Management's discussion and analysis

The SEC staff’s comments on management’s discussion and analysis have emphasized the requirements in Item 303 of Regulation S-K and the related disclosure objectives, including a focus on:

  • The discussion and analysis of results of operations, including the description and quantification of unusual or infrequent events or any significant economic changes;

  • Critical accounting estimates, including the judgments made in the application of significant accounting policies, and the likelihood of materially different reported results if different assumptions or conditions were to prevail; and

  • Liquidity and capital resources, including clear discussion of drivers of cash flows and the trends and uncertainties related to meeting known or reasonably likely future cash requirements.

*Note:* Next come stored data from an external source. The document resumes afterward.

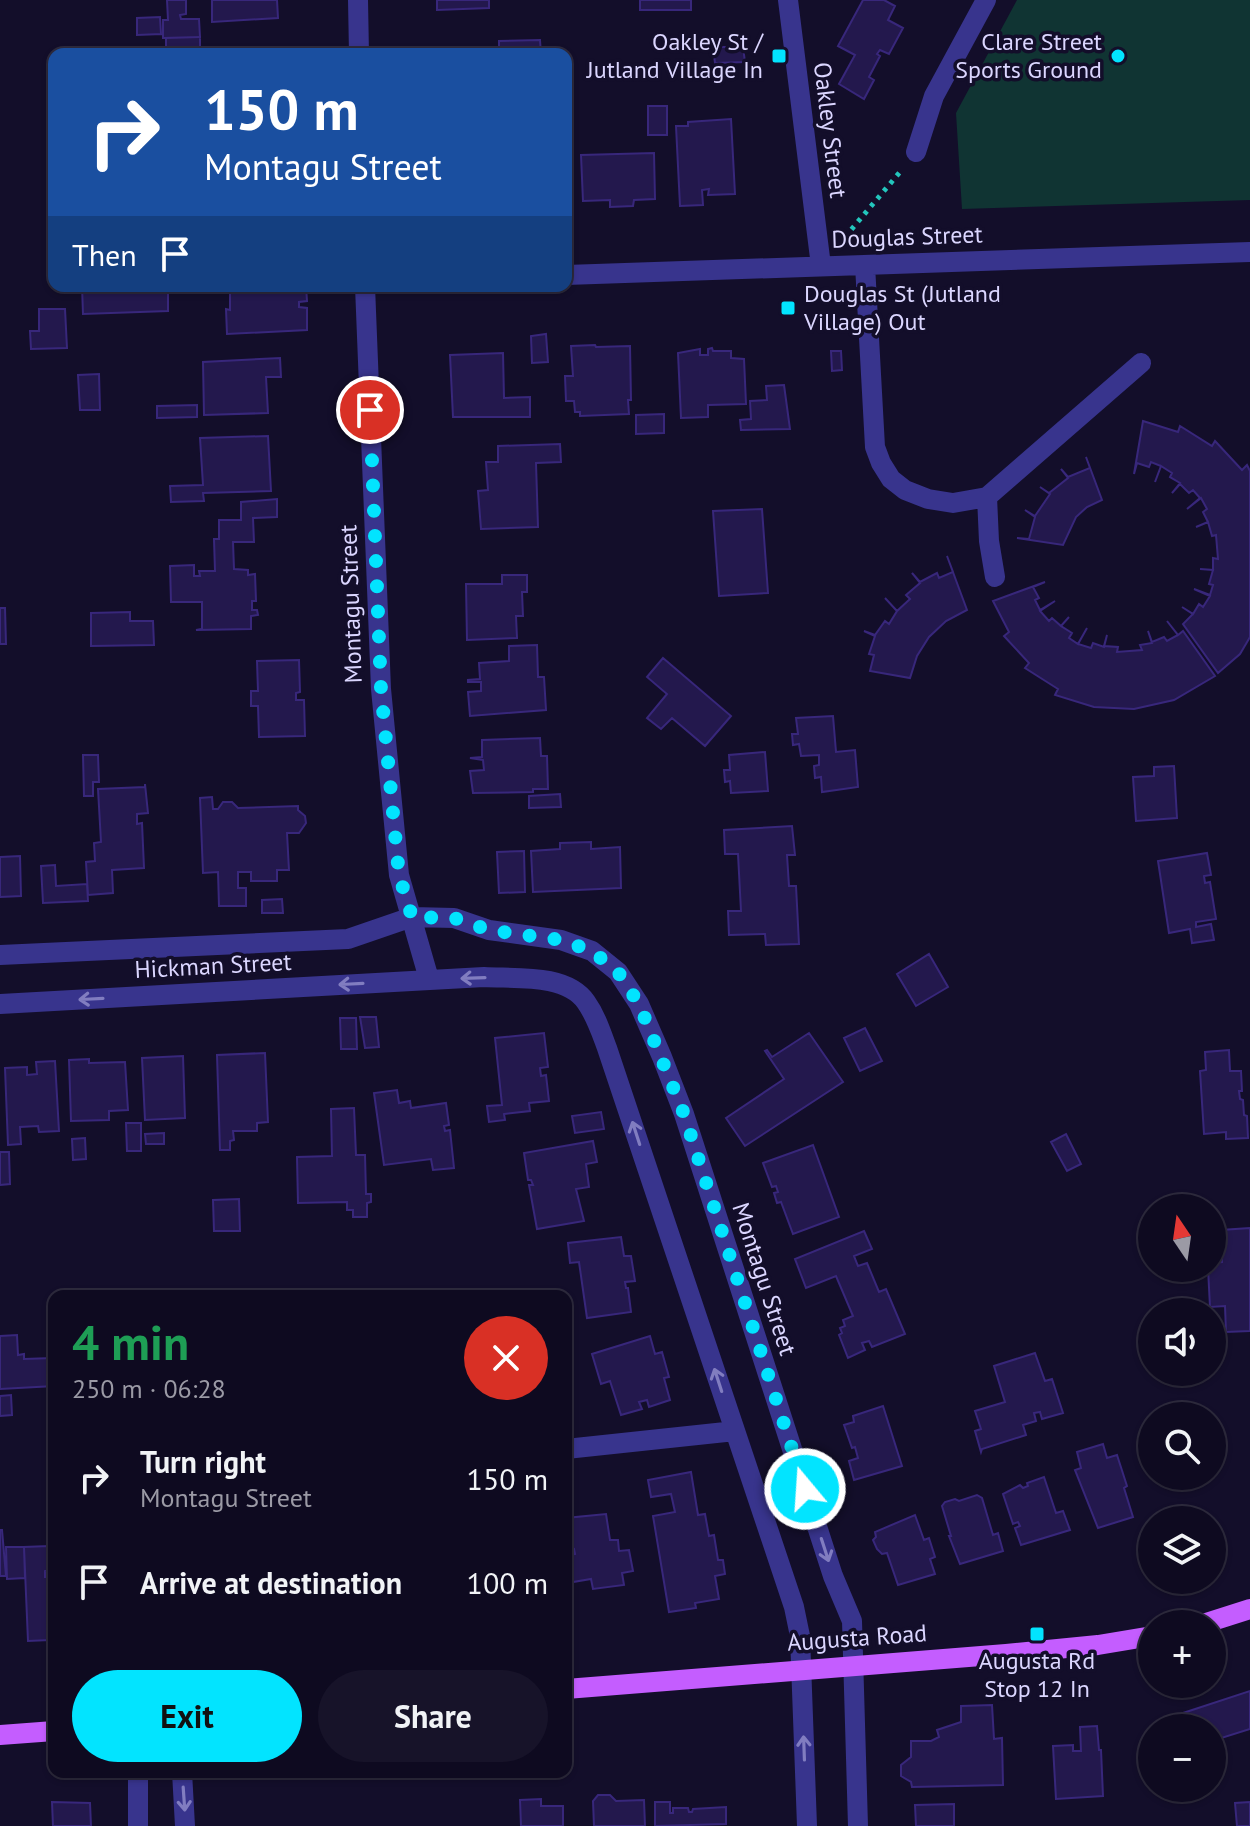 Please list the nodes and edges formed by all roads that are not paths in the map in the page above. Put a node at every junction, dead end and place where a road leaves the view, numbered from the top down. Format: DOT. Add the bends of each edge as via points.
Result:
graph roads {
  1 [pos="358,0"];
  2 [pos="788,0"];
  3 [pos="986,0"];
  4 [pos="359,48"];
  5 [pos="916,152"];
  6 [pos="1250,252"];
  7 [pos="865,265"];
  8 [pos="821,266"];
  9 [pos="572,275"];
  10 [pos="365,292"];
  11 [pos="1141,363"];
  12 [pos="987,497"];
  13 [pos="995,577"];
  14 [pos="412,917"];
  15 [pos="0,955"];
  16 [pos="429,979"];
  17 [pos="0,1004"];
  18 [pos="735,1431"];
  19 [pos="572,1448"];
  20 [pos="1250,1609"];
  21 [pos="1226,1617"];
  22 [pos="1138,1638"];
  23 [pos="855,1664"];
  24 [pos="799,1669"];
  25 [pos="572,1688"];
  26 [pos="48,1731"];
  27 [pos="0,1735"];
  28 [pos="138,1778"];
  29 [pos="182,1778"];
  30 [pos="138,1826"];
  31 [pos="185,1826"];
  32 [pos="807,1826"];
  33 [pos="858,1826"];
  1 -- 4 [label="street"];
  2 -- 8 [label="street, Oakley Street"];
  3 -- 5 [label="street" via="934,96"];
  6 -- 7 [label="street, Douglas Street"];
  7 -- 8 [label="street, Douglas Street"];
  7 -- 12 [label="street" via="872,424 881,463 905,490 928,499 953,503"];
  8 -- 9 [label="street, Douglas Street"];
  10 -- 14 [label="street, Montagu Street" via="381,689 399,875"];
  11 -- 12 [label="street"];
  12 -- 13 [label="street"];
  14 -- 15 [label="street, Hickman Street" via="348,939"];
  14 -- 16 [label="street, Montagu Street"];
  14 -- 23 [label="street, Montagu Street, one-way" via="454,918 592,951 618,972 639,1004 684,1114 852,1621"];
  16 -- 17 [label="street, Hickman Street, one-way"];
  18 -- 16 [label="street, one-way" via="607,1048 584,998 542,980"];
  18 -- 19 [label="street"];
  18 -- 24 [label="street" via="794,1607"];
  20 -- 21 [label="main road"];
  22 -- 23 [label="main road, Augusta Road"];
  23 -- 24 [label="main road, Augusta Road"];
  23 -- 33 [label="street, Montagu Street"];
  24 -- 25 [label="main road, Augusta Road"];
  32 -- 24 [label="street, one-way"];
  26 -- 27 [label="main road"];
  28 -- 30 [label="street"];
  29 -- 31 [label="street, one-way"];
}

  • In future filings, please provide additional information about the components of operating expenses, such as quantifying the components and the factors driving the increase and the extent to which you expect this trend to continue.

  • To the extent any of your reporting units have estimated fair values that are not substantially in excess of their carrying values, please provide the following:

    • Amount of goodwill allocated to the reporting unit;

    • Description of the methods and key assumptions used;

    • Discussion of the degree of uncertainty associated with the key assumptions; and

    • Description of events or changes in circumstances that could reasonably be expected to negatively affect the assumptions.

  • Revise future filings to disclose the amount of cash and cash equivalents held by foreign subsidiaries and quantify any amounts that would not be available for use in the United States without incurring US income taxes. Provide a discussion of any known trends, demands or uncertainties relating to your liquidity as a result of your policies of indefinitely reinvesting earnings outside the United States.